Banking channels used for unauthorised FX trading platforms: RBI Governor Das
Reserve Bank of India Governor Shaktikanta Das
| Photo Credit:
SHASHANK PARADE
Continued use of banking channels by certain persons or entities to fund activities on unauthorised foreign exchange trading platforms warrants enhanced vigilance by the banks, according to RBI Governor Shaktikanta Das.
The Governor, in his address at the FIMMDA-PDAI Annual Conference, Barcelona on Monday, said considering the complaints of cheating and fraud by unauthorised trading platforms, necessary cautionary advice has been issued against undertaking forex transactions on such platforms.
Alert list
An ‘Alert List’ of entities offering or promoting unauthorised forex trading facilities has also been issued.
Das underscored that appropriate safeguards should be put in place to address the new challenges posed by new products, participants and markets.
For example, as sophisticated OTC derivative products are introduced, they must be accompanied by adoption of certain safeguards, both by the market-makers and customers.
“As our markets get integrated with global markets and non-resident participation increases, transmission channels from global developments will become stronger and speedier.
“This will require greater watchfulness and proactive management of the associated risks by market participants even as the opportunities are grabbed,” he said.
Das observed that transparency in pricing remains work in progress and more can be done.
“The retail customer is yet to get a deal at par with large customers. There is a need for effective market-making and finer pricing for smaller deals on NDS-OM (negotiated dealing system – order matching).
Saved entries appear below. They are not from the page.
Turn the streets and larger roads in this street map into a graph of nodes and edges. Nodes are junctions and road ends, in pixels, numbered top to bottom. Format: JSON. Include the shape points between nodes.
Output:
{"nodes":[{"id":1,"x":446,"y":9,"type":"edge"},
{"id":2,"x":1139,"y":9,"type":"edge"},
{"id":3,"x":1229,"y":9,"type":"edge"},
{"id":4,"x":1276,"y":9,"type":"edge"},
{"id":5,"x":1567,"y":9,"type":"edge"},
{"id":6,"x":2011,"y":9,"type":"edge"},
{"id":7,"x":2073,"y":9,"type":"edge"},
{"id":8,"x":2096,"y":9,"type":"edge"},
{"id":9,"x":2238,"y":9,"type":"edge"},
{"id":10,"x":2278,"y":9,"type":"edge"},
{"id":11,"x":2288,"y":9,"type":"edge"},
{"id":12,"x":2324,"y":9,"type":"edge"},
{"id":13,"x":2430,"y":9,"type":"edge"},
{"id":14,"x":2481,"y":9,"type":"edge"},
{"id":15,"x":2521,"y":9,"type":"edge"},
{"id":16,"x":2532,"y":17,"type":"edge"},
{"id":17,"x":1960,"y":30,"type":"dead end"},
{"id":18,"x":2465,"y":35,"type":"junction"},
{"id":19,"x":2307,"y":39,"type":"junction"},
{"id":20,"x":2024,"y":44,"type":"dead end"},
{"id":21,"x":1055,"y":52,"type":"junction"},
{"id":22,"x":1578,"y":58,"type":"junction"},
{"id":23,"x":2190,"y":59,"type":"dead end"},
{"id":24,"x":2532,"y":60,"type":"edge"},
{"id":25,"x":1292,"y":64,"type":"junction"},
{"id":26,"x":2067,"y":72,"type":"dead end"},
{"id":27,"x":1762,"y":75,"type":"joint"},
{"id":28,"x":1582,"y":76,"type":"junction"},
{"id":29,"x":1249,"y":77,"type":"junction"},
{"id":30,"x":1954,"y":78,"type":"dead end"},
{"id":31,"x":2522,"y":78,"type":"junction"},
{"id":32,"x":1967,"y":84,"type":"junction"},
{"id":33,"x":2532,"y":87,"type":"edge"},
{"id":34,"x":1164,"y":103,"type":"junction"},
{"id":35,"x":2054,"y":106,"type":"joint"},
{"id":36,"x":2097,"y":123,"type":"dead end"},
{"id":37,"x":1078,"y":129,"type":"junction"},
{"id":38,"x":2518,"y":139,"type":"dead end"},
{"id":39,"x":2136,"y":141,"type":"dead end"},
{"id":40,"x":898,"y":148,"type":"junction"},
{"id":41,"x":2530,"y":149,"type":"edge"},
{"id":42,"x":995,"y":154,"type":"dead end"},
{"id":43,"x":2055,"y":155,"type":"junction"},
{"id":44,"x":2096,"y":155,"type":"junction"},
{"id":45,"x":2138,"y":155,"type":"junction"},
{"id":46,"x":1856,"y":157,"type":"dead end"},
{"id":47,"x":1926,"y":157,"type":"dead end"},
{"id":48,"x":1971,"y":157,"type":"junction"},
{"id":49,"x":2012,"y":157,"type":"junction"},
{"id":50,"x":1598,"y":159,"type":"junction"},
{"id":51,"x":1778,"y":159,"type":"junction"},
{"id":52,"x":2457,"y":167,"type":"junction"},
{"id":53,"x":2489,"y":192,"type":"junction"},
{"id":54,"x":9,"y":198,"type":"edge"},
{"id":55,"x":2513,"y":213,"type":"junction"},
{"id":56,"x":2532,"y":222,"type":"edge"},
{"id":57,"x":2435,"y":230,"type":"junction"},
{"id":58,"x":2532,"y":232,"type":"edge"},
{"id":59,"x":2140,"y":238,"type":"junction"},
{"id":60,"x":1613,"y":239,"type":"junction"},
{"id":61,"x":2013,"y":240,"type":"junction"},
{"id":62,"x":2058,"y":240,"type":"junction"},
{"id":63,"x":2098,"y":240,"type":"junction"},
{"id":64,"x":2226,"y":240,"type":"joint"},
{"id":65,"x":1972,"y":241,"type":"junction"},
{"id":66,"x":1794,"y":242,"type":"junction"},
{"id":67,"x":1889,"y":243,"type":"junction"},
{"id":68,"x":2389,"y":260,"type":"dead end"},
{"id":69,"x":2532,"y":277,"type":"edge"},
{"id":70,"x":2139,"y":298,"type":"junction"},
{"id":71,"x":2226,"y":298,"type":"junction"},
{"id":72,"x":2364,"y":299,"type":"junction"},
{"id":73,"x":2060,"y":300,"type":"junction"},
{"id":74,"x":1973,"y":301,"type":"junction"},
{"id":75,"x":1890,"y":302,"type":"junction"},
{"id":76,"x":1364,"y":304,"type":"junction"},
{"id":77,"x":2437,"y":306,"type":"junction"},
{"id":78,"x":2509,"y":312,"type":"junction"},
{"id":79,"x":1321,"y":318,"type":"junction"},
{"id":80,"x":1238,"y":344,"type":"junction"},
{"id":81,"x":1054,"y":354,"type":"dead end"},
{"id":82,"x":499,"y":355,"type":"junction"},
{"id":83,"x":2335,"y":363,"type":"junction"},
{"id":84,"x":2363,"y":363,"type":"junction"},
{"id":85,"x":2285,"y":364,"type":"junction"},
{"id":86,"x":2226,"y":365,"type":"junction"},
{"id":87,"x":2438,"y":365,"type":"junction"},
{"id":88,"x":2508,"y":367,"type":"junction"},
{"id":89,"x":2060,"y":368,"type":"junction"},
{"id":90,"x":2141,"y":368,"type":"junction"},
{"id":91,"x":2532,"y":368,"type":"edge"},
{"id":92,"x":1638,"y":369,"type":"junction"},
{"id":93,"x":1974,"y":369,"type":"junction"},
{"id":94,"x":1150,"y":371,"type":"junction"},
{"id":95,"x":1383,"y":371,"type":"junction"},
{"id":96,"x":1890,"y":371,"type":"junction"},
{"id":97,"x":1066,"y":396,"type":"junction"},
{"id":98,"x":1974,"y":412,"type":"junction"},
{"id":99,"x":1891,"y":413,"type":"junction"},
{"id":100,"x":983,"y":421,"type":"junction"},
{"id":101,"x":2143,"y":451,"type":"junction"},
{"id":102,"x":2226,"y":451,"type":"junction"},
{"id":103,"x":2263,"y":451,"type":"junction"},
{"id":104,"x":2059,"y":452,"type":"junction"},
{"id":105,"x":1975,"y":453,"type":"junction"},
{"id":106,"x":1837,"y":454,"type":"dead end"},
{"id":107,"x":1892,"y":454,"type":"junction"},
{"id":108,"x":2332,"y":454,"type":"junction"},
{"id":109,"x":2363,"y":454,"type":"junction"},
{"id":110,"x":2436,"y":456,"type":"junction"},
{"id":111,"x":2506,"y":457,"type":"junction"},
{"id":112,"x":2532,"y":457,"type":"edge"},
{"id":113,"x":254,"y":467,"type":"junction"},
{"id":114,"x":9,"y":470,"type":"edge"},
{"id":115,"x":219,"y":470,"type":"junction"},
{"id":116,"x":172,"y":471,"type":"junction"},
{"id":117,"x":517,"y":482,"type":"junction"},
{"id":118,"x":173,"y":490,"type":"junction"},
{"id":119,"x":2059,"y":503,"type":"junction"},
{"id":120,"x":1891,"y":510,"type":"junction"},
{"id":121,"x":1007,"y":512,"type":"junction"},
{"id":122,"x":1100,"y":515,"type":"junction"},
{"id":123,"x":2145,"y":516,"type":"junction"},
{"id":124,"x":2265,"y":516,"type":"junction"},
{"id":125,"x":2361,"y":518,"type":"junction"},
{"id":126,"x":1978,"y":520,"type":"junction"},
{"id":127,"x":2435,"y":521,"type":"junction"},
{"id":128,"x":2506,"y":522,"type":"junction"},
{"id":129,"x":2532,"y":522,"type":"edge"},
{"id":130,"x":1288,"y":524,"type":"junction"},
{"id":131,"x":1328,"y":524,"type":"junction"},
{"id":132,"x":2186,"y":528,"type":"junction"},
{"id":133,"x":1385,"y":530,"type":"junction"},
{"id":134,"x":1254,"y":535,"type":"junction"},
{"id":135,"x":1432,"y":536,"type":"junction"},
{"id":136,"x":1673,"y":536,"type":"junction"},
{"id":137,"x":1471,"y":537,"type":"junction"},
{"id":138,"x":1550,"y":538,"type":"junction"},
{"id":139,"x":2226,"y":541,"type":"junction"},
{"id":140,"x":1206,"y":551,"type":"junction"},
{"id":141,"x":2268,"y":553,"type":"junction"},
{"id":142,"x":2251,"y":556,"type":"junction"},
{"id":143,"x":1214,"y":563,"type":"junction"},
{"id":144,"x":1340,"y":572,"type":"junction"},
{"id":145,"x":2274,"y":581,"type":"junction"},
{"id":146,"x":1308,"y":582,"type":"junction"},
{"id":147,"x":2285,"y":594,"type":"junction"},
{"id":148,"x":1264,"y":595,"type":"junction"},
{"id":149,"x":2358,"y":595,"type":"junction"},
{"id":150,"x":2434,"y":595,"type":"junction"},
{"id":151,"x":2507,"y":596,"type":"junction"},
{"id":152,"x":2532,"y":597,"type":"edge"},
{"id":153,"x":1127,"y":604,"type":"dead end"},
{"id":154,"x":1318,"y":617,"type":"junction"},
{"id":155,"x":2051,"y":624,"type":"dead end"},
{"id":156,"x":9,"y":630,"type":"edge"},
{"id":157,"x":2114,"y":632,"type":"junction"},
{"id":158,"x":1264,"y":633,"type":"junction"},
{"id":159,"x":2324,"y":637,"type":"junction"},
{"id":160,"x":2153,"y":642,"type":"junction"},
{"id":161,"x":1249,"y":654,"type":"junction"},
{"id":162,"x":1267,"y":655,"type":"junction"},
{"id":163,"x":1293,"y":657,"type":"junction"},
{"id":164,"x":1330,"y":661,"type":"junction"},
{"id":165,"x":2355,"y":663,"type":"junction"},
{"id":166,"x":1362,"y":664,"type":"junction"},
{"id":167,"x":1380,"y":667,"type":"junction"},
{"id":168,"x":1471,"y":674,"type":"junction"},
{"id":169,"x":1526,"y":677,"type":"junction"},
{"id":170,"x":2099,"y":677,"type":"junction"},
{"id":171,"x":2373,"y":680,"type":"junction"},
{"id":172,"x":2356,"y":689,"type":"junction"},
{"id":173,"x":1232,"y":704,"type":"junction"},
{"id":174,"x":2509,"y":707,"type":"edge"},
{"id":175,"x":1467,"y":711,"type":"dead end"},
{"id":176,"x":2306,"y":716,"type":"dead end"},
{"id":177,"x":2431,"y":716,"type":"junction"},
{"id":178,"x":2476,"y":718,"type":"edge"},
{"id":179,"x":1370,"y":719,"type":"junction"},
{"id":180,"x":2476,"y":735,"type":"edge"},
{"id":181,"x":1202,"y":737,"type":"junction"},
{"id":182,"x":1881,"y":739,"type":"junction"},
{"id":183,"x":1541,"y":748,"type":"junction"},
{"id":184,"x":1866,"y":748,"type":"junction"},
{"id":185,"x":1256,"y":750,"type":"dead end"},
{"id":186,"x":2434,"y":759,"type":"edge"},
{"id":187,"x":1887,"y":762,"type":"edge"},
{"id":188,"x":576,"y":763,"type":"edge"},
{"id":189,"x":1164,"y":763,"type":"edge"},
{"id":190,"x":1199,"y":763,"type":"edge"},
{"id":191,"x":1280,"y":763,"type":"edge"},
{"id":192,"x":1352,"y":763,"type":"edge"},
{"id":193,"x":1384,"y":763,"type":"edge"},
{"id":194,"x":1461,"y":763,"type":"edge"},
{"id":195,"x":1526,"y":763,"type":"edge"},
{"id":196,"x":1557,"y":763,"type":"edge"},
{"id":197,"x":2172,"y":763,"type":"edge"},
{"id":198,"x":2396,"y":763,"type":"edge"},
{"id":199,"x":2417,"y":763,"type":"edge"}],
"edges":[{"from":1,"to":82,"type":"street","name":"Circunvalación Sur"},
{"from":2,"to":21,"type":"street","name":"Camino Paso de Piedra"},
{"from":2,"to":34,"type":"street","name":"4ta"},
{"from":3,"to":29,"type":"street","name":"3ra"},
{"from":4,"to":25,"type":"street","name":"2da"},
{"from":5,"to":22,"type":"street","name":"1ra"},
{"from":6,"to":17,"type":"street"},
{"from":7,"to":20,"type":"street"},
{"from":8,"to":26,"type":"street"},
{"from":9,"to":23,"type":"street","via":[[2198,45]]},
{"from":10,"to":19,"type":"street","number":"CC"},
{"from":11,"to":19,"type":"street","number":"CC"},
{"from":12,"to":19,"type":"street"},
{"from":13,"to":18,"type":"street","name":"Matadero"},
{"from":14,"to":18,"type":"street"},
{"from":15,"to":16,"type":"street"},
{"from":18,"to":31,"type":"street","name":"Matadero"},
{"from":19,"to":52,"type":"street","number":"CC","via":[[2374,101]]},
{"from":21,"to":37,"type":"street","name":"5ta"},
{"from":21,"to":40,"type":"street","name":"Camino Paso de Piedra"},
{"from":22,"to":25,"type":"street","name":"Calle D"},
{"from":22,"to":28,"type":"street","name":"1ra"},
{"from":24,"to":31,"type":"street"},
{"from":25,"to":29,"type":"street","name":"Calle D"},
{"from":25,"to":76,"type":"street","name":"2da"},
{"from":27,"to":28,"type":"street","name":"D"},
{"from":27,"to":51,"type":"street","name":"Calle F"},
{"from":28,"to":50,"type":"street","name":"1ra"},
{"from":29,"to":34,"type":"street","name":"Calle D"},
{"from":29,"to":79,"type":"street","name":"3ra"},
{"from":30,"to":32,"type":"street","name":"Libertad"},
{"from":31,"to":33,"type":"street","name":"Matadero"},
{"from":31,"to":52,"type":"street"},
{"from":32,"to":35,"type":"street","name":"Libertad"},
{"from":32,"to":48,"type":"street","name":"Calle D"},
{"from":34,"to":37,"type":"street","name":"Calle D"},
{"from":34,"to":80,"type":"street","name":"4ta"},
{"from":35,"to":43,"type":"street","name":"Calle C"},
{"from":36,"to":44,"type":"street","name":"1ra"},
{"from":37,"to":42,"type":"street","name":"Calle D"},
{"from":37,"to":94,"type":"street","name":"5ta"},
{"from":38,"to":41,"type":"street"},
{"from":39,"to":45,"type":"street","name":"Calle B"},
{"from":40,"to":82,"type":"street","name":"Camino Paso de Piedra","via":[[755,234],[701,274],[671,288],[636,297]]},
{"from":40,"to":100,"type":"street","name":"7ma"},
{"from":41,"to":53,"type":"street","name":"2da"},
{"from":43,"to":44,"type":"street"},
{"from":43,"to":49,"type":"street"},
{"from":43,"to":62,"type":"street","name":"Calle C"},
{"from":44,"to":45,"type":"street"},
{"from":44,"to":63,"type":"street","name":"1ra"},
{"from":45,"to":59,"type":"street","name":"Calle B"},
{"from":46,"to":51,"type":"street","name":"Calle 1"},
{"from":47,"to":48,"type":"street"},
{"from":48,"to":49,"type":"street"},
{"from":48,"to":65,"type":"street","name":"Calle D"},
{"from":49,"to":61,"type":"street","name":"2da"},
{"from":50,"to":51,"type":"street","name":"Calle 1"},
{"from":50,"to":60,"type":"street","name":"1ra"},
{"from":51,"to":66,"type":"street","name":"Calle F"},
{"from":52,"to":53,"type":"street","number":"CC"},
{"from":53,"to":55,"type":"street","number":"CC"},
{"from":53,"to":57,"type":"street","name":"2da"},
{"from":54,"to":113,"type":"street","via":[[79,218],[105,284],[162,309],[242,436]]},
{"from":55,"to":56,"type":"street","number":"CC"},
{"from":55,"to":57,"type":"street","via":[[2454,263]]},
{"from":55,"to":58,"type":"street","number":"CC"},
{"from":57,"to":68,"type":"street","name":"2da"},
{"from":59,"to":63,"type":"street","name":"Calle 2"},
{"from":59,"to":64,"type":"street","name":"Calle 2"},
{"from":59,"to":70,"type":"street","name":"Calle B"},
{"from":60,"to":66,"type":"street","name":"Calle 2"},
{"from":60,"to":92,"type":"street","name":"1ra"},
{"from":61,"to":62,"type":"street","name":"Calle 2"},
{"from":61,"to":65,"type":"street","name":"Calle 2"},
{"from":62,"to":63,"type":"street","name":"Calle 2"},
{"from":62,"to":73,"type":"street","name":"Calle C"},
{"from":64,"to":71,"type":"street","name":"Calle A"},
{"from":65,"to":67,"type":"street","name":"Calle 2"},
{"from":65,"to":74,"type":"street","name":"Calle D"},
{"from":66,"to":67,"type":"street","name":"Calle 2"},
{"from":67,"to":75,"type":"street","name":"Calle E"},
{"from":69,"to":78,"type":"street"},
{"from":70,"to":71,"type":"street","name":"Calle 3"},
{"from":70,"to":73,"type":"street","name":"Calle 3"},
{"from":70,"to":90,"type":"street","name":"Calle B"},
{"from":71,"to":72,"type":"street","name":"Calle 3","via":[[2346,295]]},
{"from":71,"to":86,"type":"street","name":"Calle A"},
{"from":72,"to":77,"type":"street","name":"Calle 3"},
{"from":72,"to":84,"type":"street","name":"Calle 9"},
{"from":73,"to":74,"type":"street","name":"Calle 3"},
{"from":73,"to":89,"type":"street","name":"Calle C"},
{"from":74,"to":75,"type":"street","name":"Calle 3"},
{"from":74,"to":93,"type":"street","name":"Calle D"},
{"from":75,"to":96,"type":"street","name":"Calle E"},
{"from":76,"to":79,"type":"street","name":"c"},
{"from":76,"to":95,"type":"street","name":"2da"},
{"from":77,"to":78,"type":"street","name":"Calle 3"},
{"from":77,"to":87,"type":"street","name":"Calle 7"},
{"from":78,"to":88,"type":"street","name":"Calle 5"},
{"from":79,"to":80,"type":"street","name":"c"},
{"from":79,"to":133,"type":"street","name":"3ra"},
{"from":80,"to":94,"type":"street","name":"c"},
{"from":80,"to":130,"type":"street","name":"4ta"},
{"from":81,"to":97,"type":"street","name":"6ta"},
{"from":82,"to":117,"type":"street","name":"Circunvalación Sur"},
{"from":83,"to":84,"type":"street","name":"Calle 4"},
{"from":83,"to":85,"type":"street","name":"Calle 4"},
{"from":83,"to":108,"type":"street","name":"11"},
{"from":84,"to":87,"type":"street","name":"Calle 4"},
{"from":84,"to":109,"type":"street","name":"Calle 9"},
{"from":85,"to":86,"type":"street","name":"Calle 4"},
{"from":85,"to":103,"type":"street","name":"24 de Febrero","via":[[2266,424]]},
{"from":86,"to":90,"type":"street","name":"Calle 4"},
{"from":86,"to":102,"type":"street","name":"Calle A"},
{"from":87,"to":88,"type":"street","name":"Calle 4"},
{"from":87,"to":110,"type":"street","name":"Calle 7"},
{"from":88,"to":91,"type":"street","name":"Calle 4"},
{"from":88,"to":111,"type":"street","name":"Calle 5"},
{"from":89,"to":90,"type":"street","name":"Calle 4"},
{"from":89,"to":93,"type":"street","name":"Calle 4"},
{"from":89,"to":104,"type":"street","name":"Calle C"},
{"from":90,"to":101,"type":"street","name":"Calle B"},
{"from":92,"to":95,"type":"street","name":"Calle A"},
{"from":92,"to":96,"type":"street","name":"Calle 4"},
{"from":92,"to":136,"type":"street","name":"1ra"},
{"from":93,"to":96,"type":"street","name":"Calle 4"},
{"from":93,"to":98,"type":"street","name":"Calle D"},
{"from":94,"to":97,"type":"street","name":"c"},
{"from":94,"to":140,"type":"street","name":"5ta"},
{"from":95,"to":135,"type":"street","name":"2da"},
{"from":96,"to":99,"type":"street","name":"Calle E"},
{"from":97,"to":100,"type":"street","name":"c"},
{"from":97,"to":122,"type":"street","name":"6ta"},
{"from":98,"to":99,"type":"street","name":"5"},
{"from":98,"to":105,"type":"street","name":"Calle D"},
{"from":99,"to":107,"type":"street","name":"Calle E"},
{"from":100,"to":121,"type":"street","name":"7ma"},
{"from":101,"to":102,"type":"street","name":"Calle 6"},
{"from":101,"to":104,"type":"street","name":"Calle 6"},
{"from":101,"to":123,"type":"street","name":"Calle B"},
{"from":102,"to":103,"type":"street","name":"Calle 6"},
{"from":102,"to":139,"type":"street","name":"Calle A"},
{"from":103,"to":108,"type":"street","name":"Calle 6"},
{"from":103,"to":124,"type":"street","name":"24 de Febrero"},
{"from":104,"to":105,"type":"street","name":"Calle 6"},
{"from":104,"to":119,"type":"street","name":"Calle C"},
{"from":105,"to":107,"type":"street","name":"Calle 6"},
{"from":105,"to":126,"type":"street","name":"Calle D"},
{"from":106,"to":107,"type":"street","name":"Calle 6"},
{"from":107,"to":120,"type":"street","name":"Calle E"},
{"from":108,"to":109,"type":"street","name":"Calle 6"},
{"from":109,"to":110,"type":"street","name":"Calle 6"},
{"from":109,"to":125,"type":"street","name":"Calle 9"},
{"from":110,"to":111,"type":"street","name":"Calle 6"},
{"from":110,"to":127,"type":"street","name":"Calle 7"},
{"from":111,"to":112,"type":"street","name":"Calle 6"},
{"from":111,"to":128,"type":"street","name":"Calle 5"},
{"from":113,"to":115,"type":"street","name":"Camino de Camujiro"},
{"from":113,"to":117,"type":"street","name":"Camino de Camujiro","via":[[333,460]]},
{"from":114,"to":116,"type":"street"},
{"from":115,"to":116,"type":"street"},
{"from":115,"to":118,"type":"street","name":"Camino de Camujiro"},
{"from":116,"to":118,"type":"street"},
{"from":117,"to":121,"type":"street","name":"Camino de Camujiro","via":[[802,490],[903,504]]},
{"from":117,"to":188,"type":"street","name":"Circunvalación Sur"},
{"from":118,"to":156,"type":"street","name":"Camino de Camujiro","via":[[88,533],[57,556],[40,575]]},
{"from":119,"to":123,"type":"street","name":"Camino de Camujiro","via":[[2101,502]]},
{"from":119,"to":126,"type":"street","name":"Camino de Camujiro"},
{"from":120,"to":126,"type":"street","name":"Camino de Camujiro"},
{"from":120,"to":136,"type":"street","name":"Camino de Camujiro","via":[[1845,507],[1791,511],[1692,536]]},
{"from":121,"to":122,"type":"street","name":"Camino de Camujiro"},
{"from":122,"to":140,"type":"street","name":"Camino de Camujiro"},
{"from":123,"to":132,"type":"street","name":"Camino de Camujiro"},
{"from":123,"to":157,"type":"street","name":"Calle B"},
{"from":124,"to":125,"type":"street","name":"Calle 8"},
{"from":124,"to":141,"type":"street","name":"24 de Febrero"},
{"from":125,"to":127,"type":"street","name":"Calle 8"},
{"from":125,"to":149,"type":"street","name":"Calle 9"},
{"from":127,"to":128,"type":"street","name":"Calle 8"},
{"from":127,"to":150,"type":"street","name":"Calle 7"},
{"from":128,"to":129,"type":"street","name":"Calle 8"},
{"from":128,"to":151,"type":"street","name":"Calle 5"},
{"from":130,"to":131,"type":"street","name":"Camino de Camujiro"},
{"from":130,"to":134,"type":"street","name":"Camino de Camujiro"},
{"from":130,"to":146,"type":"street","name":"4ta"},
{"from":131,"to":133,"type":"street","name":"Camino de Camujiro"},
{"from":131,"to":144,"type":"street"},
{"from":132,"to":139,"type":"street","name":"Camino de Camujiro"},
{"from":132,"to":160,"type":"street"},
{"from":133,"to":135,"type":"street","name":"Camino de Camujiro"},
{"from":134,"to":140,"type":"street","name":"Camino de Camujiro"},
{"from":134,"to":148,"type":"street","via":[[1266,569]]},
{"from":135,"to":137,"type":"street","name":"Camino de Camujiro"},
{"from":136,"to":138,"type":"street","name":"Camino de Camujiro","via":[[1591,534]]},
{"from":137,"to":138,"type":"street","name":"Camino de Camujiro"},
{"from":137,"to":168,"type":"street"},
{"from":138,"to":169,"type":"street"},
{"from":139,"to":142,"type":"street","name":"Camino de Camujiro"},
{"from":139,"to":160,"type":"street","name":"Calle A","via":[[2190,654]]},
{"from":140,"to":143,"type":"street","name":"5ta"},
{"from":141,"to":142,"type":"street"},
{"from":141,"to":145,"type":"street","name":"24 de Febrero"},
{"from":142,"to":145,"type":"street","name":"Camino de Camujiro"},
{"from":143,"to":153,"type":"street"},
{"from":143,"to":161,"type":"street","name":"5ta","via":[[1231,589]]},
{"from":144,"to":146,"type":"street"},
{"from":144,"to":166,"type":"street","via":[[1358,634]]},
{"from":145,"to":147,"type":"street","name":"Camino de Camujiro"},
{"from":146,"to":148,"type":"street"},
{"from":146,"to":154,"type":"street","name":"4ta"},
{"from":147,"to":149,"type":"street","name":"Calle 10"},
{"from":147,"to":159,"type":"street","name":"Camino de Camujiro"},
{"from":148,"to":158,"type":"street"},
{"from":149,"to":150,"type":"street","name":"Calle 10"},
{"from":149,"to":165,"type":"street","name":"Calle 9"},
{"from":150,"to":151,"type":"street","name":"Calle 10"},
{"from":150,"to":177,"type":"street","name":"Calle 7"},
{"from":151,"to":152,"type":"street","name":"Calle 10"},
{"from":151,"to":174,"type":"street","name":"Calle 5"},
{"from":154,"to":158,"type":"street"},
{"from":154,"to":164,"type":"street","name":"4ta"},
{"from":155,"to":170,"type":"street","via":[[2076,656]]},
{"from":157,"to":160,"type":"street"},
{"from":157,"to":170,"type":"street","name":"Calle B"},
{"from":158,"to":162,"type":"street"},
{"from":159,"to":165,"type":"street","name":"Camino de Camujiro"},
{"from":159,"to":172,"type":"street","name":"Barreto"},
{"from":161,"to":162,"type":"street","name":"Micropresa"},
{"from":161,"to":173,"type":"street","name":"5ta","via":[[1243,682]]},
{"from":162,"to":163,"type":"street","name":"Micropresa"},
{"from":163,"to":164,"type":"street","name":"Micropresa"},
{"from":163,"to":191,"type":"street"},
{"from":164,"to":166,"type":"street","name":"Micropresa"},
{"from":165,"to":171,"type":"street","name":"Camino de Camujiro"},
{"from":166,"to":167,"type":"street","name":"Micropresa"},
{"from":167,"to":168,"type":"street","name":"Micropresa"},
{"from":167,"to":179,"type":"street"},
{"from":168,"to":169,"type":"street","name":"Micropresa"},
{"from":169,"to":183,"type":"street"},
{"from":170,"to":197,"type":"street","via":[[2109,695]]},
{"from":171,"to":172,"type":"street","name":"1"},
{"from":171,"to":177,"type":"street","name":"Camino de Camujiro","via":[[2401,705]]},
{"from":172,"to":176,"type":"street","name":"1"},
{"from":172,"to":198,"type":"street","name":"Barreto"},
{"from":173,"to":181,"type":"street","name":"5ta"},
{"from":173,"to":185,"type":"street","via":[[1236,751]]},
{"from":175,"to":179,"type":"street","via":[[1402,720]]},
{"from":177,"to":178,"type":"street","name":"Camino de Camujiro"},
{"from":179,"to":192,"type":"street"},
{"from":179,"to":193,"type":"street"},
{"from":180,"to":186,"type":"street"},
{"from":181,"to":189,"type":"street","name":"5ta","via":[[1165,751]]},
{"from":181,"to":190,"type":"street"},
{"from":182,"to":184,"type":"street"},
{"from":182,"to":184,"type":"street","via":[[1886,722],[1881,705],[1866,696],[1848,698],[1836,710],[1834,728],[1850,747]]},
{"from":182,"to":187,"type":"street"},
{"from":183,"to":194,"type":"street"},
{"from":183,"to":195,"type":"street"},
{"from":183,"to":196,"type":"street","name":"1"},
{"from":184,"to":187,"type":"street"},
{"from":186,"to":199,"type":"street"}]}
“Divergence in pricing in FX markets for the small and large customers are wider than what can be justified by operational considerations. Banks may need to do more to facilitate the use of the FX Retail platform,” he said.
Derivatives market
The Governor said that participation of domestic banks in derivatives market remains limited with only a small set of active market-makers. Participation of Indian banks in global markets is growing but it is quite small.
“Domestic banks are dealing with market-makers in global markets rather than with end clients and are yet to emerge as market-makers of note globally. Of course, banks need to do their own due diligence, assess their risk appetite, and then move forward carefully in this direction.
“Going forward, our focus should be on enhancing and widening the participation of Indian players in markets for INR (Indian Rupee) derivatives, both domestically and offshore, while being prudent,” he said.
Das observed that liquidity in OTC (over-the-counter) derivatives markets, especially interest rate derivatives, remains confined to a few products, constraining efficient hedging by the larger economy.
Credit derivatives
“The market for credit derivatives which is an important enabler for the lower rated corporate bonds is yet to take off. I am, however, happy to note that the first credit default swap (CDS) transaction after the issuance of the revised guidelines came into effect in May 2022 was undertaken last week.
“In many ways, all domestic market participants are yet to fully embrace the new regulatory framework and exploit the opportunities it presents,” he said.
Das said that efforts are being made to leverage technology for achieving greater efficiency while also meeting the objectives of market reforms.
For example, RBI is exploring the use of technological platforms to expand the reach of financial markets, in particular the reach of the RBI Retail Direct and FX Retail.
E-trading platform
In the derivative markets, efforts are underway to introduce electronic trading platforms for a larger number of derivative products and to expand the central clearing of products.
“To foster greater efficiency, Application Programming Interfaces (APIs) for reporting trades to NDS-OM and accessing the Request for Quote (RFQ) dealing mode are being contemplated.
“Introduction of bond forwards is being considered to enable long-term investors to manage their interest rate risks efficiently – draft guidelines in this regard were issued in December 2023,” the Governor said.
The central bank remains engaged with stakeholders to assess the need for the introduction of new products and infrastructure based on evolving market developments.
Das emphasised that bank treasuries need to scale up their dynamism to utilise the opportunities presented in the context of the recent regulatory reforms.
“This is very critical for achieving efficient market intermediation, effective management of financial risks and alignment of financial variables across different segments and markets. From this financial year (2024-25), the new prudential framework for investment by banks has come into effect.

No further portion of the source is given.